1/ Acorn Barnsley Bitter 3.8%
A good solid Bitter, recently reviewed.

2/ Long Man Session IPA 3.8%
Golden coloured, light , bright and refreshing, with citrus notes very prominent throughout.

3/ Pheasantry Best Bitter 3.8%
This award winning Ale is malty, with nice fruit, and citrus hints.Bitterness is well balanced and the dry finish is quite long.

4/ Elgood's Lazy Dog. 3.9%
I like Elgood's beers, and tasted quite a few in the past, unfortunately, this brew with "subtle, tropical, hoppy notes" was a little disappointing. Its flavours were not prominent enough and it seemed to just fizzle out, going nowhere on the palate. It wasn't a bad beer, just a bit boring.
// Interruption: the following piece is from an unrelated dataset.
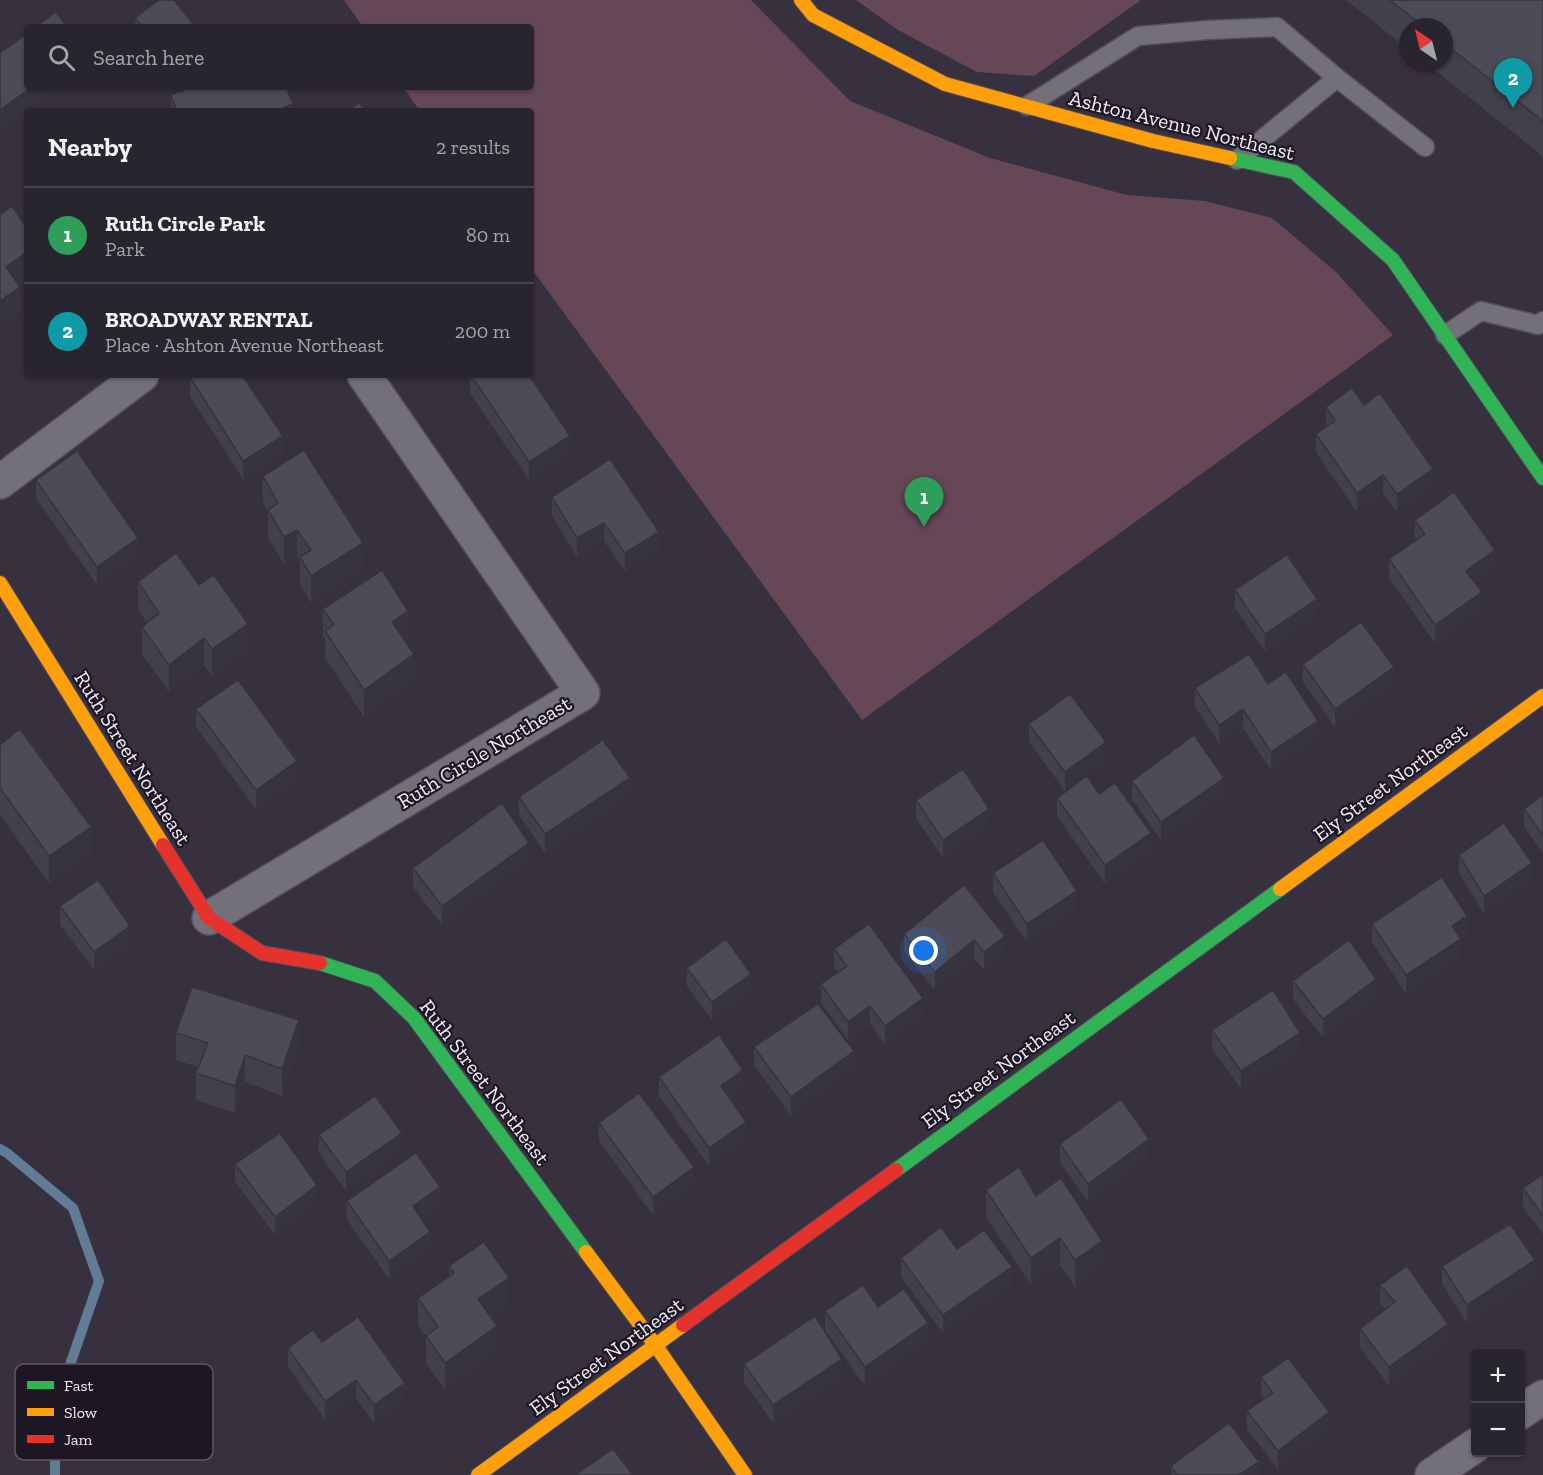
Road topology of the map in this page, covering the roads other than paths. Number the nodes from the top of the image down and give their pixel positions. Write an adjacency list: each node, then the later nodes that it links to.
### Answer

5/ Devil's Backbone Bravo Four Point. 4%
Brewed at Caledonian Brewery, this Golden Ale was very fresh tasting, with hints of grass and a light floral note at the outset. It had an zesty fruit backbone and a tangy tropical fruit hint to the balanced bitter finish.

6/ Everards Yakima 4%
A Ruby coloured Bitter, which opens with citrus flavours, before becoming a bit sweeter in the mouth. I thought the mouth feel a touch soapy, whilst the finish was average really. Crisp but not punchy. Overall, another rather bland beer.

7/ Marston's (Whychwood) El Dorado 4%
Rather sweet for my taste, but not too bad. There is a reasonable fruitiness to be found and the finish was rather refreshing.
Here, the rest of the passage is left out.